To get the i'th term out of a product type, we first divide by the
product of all the sizes on the right, then take the remainder
of the size of the i'th term from the right. So for value 14 of
type 3 * 5, to get the first component we first divide by 5
which yields 2, then modulo by 3 also leaving 2. To get the
second term, we divide by 1, and modulo by 5, leaving 4,
and hence
2 * 5 + 4 = 14
Note that for both products and sums I have chosen a
BIG ENDIAN encoding which means the tuple or sum
component number numbered from the right instead of the
left. This is basically because everyone is sure to believe
that the binary number
10
represents 2: we read numbers from high to low, left
to right, so the low order digit is last. So the tuple
(1,0) : 2 * 2
is encoded as value 2. However the index numbering
in code is left to right. The encoding is counter intuitive
in one sense but it ensures if we sequence through the
values 0,1,2,3 we get the tuples (0,0), (0,1), (1,0), (1,1).
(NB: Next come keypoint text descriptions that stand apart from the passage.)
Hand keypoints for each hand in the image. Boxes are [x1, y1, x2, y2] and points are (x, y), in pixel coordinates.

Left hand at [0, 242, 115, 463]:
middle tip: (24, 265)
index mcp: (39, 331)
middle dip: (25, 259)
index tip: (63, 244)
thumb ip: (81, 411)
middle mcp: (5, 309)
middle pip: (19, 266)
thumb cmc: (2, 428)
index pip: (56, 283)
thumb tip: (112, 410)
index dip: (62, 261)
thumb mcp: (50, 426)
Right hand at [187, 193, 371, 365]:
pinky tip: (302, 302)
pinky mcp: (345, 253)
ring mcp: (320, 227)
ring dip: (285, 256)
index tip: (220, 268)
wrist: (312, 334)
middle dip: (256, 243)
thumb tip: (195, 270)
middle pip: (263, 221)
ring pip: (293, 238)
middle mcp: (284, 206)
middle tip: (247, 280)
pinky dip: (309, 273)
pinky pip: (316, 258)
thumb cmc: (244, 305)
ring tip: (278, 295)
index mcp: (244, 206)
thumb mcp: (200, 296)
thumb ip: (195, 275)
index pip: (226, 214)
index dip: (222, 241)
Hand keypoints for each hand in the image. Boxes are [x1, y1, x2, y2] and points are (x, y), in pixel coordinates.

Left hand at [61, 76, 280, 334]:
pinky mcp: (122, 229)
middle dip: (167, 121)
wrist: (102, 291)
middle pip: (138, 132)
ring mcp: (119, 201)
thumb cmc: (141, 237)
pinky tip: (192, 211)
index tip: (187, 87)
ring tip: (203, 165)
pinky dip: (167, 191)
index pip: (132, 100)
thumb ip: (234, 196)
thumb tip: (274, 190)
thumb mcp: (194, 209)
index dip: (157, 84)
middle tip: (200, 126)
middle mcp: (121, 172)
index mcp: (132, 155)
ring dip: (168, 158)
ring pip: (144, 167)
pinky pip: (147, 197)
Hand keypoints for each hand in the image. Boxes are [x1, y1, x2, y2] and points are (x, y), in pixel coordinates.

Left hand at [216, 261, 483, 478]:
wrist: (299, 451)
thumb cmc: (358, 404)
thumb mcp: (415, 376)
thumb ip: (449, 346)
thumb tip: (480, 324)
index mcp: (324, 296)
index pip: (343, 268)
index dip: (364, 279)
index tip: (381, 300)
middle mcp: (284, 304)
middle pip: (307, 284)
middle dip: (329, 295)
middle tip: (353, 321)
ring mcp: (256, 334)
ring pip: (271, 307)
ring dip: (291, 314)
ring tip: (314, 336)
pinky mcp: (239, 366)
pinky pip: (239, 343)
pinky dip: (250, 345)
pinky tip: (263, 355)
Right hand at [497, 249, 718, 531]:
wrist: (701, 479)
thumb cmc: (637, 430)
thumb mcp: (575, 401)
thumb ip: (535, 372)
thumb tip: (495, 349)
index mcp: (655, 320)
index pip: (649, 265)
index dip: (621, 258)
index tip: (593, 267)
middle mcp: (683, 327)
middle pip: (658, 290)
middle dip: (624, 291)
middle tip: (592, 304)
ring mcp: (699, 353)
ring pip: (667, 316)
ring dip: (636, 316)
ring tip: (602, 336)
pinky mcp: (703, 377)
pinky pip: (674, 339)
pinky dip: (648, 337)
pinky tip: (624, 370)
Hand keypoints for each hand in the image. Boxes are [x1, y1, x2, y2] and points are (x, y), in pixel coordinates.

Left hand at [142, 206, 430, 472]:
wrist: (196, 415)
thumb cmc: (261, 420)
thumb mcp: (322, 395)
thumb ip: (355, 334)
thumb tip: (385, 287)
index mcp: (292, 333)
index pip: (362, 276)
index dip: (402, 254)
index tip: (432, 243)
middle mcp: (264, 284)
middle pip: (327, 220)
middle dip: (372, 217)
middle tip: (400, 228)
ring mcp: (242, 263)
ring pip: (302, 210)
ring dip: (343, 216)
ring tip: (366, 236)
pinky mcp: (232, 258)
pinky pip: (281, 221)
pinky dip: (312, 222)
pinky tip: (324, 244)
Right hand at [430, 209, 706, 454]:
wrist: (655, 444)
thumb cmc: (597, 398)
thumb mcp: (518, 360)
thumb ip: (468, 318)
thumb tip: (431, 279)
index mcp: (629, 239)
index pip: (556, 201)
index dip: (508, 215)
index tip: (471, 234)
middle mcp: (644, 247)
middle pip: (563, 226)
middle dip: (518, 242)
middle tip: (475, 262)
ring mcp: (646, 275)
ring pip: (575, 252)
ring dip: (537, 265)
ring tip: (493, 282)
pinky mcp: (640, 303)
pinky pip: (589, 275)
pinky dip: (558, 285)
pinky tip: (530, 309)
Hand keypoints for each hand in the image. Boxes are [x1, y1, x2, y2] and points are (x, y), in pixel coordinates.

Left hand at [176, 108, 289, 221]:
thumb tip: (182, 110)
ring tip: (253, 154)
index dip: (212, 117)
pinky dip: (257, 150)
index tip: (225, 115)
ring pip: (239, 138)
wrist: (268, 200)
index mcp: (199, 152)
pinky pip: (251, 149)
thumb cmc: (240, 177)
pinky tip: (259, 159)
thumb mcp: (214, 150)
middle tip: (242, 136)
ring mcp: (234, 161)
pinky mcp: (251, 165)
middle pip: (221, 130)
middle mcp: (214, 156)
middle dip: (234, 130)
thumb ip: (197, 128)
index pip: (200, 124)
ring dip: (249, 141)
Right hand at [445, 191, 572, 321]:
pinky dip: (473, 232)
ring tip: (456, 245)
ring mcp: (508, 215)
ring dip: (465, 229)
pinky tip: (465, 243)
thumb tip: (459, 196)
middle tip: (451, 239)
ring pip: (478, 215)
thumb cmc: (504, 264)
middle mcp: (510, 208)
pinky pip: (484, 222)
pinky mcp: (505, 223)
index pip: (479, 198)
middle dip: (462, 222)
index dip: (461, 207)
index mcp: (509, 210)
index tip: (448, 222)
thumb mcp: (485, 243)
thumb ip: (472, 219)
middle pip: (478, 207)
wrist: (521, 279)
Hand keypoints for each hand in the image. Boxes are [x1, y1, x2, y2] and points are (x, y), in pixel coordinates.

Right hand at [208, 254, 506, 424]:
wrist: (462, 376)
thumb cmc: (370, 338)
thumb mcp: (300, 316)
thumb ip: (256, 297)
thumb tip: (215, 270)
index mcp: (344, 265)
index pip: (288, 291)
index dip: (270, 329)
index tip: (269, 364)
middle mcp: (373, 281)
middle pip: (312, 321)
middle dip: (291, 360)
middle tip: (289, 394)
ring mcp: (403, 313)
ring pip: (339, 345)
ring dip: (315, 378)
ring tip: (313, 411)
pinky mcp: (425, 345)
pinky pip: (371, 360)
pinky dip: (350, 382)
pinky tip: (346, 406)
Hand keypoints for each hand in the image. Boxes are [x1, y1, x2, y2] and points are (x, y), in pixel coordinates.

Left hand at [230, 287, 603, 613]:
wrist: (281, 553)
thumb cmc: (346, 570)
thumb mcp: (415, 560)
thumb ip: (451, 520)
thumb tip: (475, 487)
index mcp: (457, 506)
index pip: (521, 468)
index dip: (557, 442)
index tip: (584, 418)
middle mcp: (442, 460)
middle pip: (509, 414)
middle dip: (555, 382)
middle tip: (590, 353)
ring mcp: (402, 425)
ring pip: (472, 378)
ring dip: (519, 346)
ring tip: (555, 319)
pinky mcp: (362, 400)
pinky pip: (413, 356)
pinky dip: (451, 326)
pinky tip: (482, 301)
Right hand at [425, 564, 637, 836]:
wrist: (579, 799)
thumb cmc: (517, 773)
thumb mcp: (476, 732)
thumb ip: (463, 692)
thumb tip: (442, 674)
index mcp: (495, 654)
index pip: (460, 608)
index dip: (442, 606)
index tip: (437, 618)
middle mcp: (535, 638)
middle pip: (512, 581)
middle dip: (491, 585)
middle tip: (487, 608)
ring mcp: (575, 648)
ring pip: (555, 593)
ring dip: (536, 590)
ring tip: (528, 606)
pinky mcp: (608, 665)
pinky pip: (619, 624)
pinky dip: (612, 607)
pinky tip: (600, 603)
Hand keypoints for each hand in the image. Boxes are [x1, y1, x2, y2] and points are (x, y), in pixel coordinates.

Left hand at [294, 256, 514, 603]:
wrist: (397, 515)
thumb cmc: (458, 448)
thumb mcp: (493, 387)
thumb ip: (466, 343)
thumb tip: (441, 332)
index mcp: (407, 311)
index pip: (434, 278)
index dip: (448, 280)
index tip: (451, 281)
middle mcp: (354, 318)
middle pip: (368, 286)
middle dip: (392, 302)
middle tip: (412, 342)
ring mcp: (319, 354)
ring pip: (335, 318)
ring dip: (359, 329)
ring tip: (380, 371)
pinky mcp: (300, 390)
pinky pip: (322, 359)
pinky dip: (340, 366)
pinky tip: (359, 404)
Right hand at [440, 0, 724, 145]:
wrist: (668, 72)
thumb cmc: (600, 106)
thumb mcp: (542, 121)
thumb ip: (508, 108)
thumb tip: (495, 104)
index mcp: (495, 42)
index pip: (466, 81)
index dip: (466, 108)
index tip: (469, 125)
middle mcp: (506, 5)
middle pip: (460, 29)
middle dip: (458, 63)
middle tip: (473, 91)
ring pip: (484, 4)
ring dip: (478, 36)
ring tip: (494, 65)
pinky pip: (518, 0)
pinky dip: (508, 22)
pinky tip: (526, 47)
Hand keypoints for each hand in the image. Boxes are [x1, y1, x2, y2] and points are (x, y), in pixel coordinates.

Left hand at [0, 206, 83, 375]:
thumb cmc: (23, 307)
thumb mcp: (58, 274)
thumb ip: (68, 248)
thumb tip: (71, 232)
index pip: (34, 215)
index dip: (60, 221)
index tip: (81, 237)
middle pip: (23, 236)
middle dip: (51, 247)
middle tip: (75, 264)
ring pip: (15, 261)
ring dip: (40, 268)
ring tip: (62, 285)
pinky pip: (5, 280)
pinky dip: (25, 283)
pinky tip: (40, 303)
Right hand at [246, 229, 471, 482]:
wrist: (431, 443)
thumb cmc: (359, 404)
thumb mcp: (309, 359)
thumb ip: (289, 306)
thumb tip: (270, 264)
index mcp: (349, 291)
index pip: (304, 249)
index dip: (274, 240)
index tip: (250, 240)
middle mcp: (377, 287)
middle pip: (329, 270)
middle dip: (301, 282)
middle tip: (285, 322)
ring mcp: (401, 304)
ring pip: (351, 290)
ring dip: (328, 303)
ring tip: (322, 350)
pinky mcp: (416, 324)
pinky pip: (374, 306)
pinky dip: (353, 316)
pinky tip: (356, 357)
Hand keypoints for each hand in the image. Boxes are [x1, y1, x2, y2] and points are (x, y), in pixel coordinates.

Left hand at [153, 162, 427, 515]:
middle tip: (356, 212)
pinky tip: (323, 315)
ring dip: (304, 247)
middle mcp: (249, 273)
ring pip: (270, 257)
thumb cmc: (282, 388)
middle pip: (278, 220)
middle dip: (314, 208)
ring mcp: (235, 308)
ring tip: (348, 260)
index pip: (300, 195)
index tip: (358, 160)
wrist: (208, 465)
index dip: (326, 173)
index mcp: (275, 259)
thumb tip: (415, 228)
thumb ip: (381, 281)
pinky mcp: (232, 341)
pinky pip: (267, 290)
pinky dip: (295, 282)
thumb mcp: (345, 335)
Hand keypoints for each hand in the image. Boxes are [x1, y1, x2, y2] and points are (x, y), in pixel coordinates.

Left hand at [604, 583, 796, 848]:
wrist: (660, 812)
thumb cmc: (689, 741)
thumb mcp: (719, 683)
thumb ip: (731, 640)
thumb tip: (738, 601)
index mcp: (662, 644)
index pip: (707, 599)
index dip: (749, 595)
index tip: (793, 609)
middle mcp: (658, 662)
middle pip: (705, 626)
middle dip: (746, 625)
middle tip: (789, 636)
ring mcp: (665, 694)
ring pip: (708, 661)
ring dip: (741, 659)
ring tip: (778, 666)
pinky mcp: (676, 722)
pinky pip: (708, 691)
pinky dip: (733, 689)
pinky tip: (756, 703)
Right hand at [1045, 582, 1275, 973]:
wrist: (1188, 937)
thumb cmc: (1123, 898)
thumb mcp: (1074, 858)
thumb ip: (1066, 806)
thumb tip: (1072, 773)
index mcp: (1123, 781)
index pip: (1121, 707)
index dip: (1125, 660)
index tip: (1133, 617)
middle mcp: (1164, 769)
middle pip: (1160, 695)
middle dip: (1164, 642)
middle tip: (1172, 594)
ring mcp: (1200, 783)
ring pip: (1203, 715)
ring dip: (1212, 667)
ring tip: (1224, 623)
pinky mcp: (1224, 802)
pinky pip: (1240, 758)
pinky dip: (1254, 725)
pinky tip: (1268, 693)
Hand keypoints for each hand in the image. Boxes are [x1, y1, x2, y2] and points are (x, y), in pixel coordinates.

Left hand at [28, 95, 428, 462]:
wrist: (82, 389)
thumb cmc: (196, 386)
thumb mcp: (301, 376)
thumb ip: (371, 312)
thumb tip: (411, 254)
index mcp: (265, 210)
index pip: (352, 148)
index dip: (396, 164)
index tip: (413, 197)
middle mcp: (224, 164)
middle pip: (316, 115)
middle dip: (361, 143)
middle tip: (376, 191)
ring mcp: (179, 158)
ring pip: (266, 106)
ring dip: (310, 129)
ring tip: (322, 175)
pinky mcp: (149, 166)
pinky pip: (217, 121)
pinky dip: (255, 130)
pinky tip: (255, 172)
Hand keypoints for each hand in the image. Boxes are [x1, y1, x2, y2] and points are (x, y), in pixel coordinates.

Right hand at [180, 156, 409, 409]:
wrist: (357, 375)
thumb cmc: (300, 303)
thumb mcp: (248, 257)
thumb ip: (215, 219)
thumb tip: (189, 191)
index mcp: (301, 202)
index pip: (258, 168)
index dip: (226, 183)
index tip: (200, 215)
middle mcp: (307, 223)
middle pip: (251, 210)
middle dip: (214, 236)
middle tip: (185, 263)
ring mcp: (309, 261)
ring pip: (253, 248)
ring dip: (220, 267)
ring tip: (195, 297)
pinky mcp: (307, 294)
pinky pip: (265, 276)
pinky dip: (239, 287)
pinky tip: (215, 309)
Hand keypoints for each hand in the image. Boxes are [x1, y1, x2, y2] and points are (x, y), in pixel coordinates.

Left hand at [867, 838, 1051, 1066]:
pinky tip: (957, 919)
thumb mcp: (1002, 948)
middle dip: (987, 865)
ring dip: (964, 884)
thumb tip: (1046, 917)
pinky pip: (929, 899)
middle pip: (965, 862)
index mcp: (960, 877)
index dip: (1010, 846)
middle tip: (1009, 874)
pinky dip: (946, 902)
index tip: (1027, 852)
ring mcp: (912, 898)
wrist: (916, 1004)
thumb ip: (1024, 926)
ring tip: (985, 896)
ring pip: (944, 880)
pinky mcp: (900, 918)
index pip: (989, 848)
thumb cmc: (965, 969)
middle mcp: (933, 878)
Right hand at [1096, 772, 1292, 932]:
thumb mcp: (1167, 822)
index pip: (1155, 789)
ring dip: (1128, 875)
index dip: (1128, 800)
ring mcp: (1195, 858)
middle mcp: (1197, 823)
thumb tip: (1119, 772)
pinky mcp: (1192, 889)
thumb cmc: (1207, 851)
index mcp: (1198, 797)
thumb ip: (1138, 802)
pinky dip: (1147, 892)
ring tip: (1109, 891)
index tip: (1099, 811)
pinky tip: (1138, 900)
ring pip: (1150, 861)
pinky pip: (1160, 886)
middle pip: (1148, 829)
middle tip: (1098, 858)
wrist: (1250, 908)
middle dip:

Well, that's it. Its that simple really, except we have to
throw in recursion. If we note that the type
3
is actually a sum
3 = 1 + 1 + 1
representing 3 choices, where 1 is the type of the empty
tuple
()
which has 1 value, then a compact linear type is any
combination of sums and products of nothing:
1 is a compact linear type
any sum of compact linear types is compact linear
any product of compact linear types is compact linear
That's it (actually we could throw in 0 too).
Why are compact linear types useful?
Obviously, they provide a guaranteed minimal representation.
However the linearity is useful too: by ranging from 0 through
to the size minus 1 of the type, you exhaust all possible
values.
In particular if we have, say, and array of length 3 of
arrays of length 5:
(int ^ 5) ^ 3
there's an associated matrix:
int ^ ( 3 * 5)
with indices which are values of the tuple type 3 * 5.
With our compact linear representation
i = x * 5 + y
we can range i from 0 to 14, and cover all the elements of
the array of arrays in the order they're stored.
Note that the order reverses going from
(int ^ 5) ^ 3 --> int ^ (3 * 5)
This seems weird but note:
a . x . y --> m . (x,y)
results. The x index is applied first in both cases,
then the y term. y moves fastest, so adjacent y values
mean adjacent store. One has to note that in the expression:
(int ^ 5) ^ 3
you proceed outside in, so you have to select a x:3 first,
then a y:5.
When you convert your array of arrays of int with two linear indices
to an array-array (matrix) of int with a single pair index AND you then
encode the pair as a compact linear type, you have got back to
a single linear array with a single linear index.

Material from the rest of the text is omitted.